Locate the lines of the listing below that hold "Morfa", then copy each of them.

:::

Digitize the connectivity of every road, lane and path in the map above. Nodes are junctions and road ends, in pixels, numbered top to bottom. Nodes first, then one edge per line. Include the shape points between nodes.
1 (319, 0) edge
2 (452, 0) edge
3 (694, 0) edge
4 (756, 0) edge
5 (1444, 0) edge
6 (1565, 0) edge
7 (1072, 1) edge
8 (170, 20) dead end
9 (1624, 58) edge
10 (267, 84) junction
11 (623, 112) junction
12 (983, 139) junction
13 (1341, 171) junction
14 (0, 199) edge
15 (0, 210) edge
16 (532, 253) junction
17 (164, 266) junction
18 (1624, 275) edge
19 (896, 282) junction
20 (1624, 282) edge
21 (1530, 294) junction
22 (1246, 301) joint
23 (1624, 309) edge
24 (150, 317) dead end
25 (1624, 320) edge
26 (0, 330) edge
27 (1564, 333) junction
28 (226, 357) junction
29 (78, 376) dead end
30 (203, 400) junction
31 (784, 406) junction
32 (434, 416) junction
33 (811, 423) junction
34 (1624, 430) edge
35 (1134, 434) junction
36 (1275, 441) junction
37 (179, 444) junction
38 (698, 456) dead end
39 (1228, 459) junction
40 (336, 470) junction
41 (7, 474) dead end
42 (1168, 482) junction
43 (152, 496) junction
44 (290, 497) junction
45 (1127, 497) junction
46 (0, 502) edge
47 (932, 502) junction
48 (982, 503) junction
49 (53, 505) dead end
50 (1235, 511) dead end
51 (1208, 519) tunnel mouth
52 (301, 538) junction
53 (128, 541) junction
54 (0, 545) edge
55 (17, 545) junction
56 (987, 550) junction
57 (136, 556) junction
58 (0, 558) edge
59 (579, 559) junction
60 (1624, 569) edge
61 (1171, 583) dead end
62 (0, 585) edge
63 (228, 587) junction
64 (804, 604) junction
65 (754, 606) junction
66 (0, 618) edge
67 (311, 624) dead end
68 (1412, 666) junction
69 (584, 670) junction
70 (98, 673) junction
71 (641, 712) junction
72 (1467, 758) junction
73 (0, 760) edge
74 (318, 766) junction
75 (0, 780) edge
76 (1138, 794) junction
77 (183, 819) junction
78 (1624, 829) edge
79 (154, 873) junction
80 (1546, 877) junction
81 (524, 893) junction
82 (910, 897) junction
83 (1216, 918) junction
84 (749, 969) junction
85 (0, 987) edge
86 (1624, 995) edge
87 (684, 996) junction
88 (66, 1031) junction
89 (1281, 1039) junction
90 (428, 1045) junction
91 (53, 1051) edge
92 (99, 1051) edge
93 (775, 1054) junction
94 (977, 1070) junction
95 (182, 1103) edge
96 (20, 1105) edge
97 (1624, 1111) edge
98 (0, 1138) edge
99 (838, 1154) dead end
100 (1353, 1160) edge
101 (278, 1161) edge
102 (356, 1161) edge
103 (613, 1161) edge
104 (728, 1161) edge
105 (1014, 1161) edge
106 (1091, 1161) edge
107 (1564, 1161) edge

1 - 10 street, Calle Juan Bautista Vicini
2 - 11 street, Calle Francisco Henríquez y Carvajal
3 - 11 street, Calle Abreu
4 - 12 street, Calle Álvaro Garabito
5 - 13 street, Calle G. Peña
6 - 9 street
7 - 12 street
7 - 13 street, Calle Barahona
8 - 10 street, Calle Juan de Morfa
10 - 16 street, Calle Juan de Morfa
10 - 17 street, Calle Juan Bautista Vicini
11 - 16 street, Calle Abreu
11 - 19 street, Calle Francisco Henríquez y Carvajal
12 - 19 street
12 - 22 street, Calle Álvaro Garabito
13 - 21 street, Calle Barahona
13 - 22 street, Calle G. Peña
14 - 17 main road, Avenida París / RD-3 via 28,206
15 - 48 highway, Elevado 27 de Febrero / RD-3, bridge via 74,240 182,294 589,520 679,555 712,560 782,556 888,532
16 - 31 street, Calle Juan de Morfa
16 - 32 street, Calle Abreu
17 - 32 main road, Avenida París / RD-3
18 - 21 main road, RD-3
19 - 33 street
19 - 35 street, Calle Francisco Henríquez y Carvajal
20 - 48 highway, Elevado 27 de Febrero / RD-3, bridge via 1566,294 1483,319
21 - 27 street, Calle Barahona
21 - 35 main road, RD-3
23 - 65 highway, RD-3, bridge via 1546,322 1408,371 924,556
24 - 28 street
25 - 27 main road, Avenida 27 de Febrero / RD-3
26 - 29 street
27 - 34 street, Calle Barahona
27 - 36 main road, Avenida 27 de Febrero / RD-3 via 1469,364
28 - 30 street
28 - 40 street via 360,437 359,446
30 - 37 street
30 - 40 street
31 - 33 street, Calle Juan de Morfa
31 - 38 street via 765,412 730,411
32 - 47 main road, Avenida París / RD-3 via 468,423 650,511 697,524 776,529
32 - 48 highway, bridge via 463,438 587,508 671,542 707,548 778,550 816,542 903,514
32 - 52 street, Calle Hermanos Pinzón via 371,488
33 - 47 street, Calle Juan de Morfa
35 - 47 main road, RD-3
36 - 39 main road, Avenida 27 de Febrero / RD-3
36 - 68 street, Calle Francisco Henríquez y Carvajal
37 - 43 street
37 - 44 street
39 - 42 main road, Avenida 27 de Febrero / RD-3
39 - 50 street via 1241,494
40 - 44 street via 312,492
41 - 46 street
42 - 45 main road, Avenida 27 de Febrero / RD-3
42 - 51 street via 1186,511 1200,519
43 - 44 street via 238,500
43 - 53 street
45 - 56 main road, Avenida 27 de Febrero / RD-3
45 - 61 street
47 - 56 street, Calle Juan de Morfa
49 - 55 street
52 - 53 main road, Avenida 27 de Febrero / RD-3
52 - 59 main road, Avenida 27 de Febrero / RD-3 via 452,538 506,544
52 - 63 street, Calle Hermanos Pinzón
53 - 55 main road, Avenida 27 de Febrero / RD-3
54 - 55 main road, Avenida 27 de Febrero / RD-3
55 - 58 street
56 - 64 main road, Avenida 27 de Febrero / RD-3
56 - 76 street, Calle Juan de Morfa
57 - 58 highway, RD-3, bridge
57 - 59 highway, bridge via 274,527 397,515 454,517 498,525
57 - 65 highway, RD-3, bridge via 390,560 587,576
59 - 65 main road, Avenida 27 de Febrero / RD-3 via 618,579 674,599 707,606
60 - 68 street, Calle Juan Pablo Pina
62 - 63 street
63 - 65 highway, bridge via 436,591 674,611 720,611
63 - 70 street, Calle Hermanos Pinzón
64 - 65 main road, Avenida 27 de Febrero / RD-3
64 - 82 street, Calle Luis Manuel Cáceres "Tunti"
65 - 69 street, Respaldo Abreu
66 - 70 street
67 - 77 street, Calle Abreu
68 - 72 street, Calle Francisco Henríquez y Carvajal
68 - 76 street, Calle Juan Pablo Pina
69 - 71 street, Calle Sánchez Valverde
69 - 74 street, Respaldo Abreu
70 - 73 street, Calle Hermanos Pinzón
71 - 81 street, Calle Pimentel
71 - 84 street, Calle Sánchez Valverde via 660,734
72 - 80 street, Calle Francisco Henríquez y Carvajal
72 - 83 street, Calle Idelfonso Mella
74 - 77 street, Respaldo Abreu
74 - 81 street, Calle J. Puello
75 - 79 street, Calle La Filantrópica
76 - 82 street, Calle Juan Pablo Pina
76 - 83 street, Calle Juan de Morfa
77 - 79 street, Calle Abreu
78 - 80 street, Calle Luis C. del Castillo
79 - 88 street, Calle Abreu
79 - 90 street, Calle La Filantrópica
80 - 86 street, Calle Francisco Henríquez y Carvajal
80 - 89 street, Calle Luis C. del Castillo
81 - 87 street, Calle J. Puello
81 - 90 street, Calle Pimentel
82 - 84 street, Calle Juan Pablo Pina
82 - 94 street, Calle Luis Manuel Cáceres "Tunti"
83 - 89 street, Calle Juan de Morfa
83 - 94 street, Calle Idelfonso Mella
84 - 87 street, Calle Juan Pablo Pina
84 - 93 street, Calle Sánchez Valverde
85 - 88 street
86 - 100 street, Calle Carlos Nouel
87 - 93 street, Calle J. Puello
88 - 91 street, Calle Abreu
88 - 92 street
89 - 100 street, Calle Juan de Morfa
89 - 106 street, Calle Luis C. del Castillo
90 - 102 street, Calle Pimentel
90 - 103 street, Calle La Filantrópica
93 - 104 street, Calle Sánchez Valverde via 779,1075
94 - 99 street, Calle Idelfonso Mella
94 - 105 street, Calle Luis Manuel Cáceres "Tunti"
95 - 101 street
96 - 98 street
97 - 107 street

:::

• Exercise result
8 - 10 street, Calle Juan de Morfa
10 - 16 street, Calle Juan de Morfa
16 - 31 street, Calle Juan de Morfa
31 - 33 street, Calle Juan de Morfa
33 - 47 street, Calle Juan de Morfa
47 - 56 street, Calle Juan de Morfa
56 - 76 street, Calle Juan de Morfa
76 - 83 street, Calle Juan de Morfa
83 - 89 street, Calle Juan de Morfa
89 - 100 street, Calle Juan de Morfa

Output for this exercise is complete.